I put my hop pellets in little bags just like Ross says, but the good bits still end up half way up the kettle and not in the boil what can I do I spend time scraping them off or washing them back in .Huh is there a way around this ??

Pumpy


----------



## Ross (17/4/06)

Pumpy said:


> I put my hop pellets in little bags just like Ross says, but the good bits still end up half way up the kettle and not in the boil what can I do I spend time scraping them off or washing them back in .Huh is there a way around this ??
> 
> Pumpy
> [post="120842"][/post]​



Pumpy,

Then the holes in your hop bag must be too big...


----------



## sluggerdog (17/4/06)

yeah I was thinking the same, I do not get any hop mush up the sides when I use my bags..

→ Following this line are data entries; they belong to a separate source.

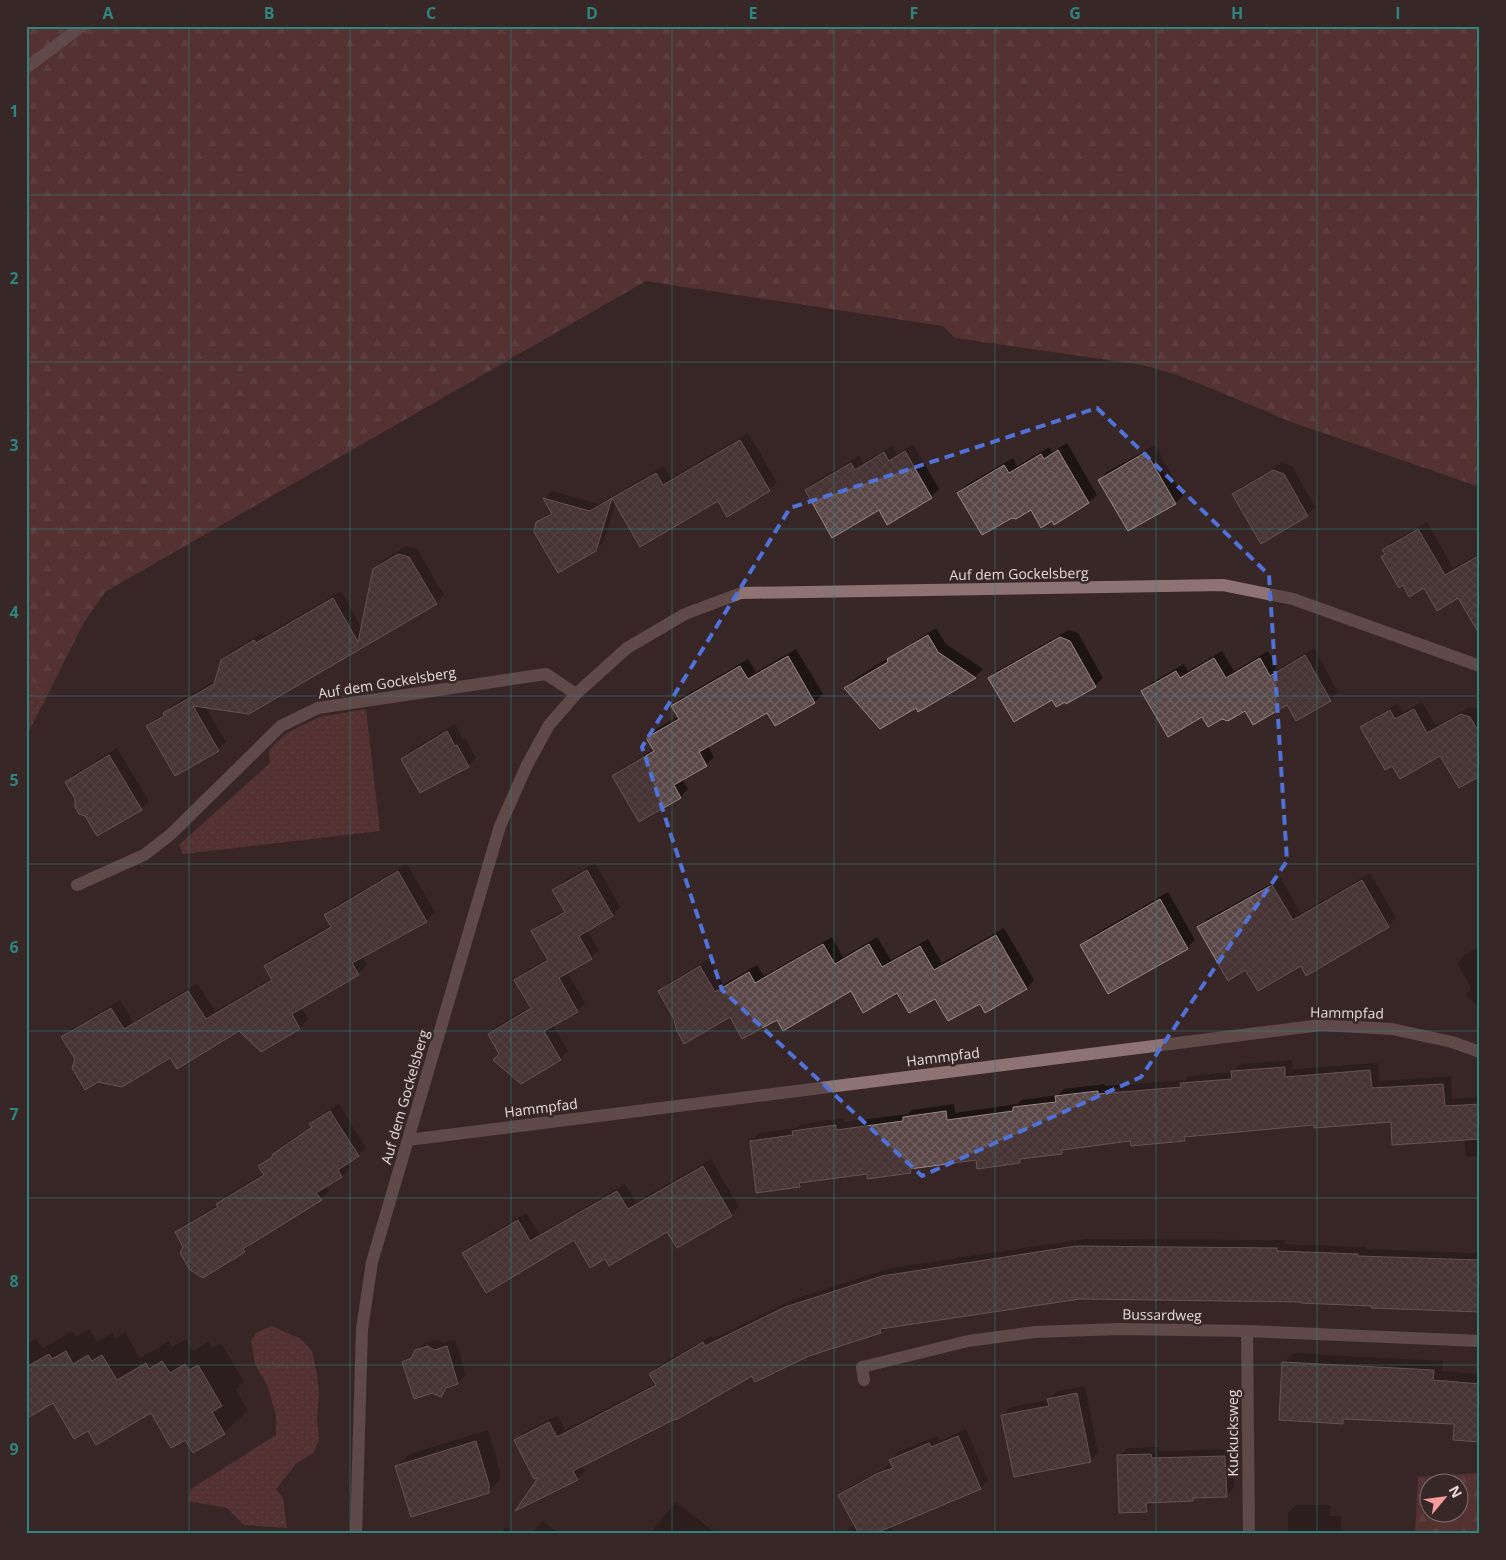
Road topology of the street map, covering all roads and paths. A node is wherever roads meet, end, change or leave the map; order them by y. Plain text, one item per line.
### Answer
1 (82, 26) edge
2 (26, 68) edge
3 (1480, 666) edge
4 (576, 694) junction
5 (78, 885) dead end
6 (1480, 1052) edge
7 (408, 1140) junction
8 (1247, 1331) junction
9 (1480, 1341) edge
10 (864, 1380) dead end
11 (356, 1534) edge
12 (1249, 1534) edge

1 - 2 street
3 - 4 street, Auf dem Gockelsberg
4 - 5 street, Auf dem Gockelsberg
4 - 7 street, Auf dem Gockelsberg
6 - 7 street, Hammpfad
7 - 11 street, Auf dem Gockelsberg
8 - 9 street, Bussardweg
8 - 10 street, Bussardweg
8 - 12 street, Kuckucksweg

try some different bags pumpy and see how it goes..


----------



## Pumpy (17/4/06)

Hey Guys , My hop bags are quite fine ,I have not made them from 'fish net 'stockings  



Pumpy


----------



## NRB (17/4/06)

They may be fine, but they're obviously not fine enough!


----------



## TidalPete (17/4/06)

Ross said:


> Pumpy,
> Then the holes in your hop bag must be too big...
> [post="120869"][/post]​



How do you seal your hop bags fellas? Drawstring?? 
Is there anything better like maybe velcro? Just curious.

:beer:


----------



## Ross (18/4/06)

TidalPete said:


> Ross said:
> 
> 
> > Pumpy,
> ...



I just tie a knot in mine...  

cheers Ross


----------



## KoNG (18/4/06)

i just bought some muslin.... miss KoNG is going to sew me up some hop bags. i plan to make them a little longer and then tie a knot in the whole bag instead of using drawstring.


----------



## Ross (18/4/06)

KoNG said:


> i just bought some muslin.... miss KoNG is going to sew me up some hop bags. i plan to make them a little longer and then tie a knot in the whole bag instead of using drawstring.
> [post="120973"][/post]​



Kong,

Muslin may be a touch heavy? I use the finest grade of polyester nett curtain material - costs under $15 a meter from "Spotlight - Enough to make a life times supply.

cheers Ross...


----------



## KoNG (18/4/06)

Ross, i'll have to check it out. I wouldnt have thought that to be an issue?!? might save my hop bags full of plugs floating all boil.


----------



## Jye (18/4/06)

KoNG, you can by a pre made curtain from Lincraft for $10 and it will easily make 10ish bags. I close mine with a piece of SS wire wrapped around the end, this keeps the bags as large as possible.


----------



## Ross (18/4/06)

KoNG said:


> Ross, i'll have to check it out. I wouldnt have thought that to be an issue?!? might save my hop bags full of plugs floating all boil.
> [post="120986"][/post]​



Kong, apart from the hole size, if the muslin is a cotten type material it'll swell up with wort & won't work well at all. If it's made from a plastic type fibre it shoud work fine.

cheers Ross


----------



## warrenlw63 (18/4/06)

Pumpy said:


> I put my hop pellets in little bags just like Ross says, but the good bits still end up half way up the kettle and not in the boil what can I do I spend time scraping them off or washing them back in .Huh is there a way around this ??
> 
> Pumpy
> [post="120842"][/post]​



Betcha they didn't look this bad Pumpy. :lol: 

(Note; I'm non hop condom user)  

Warren -


----------



## apd (18/4/06)

Ross said:


> ...I use the finest grade of polyester nett curtain material - costs under $15 a meter from "Spotlight - Enough to make a life times supply.
> 
> [post="120982"][/post]​



Is polyester curtain food safe?


----------



## Pumpy (18/4/06)

[post="120842"][/post]​[/quote]

Betcha they didn't look this bad Pumpy. :lol: 

(Note; I'm non hop condom user)  

Warren -
[post="120990"][/post]​[/quote]

Yes they did Warren ,I think it comes from the rolling boil, it must be enevitable.!! 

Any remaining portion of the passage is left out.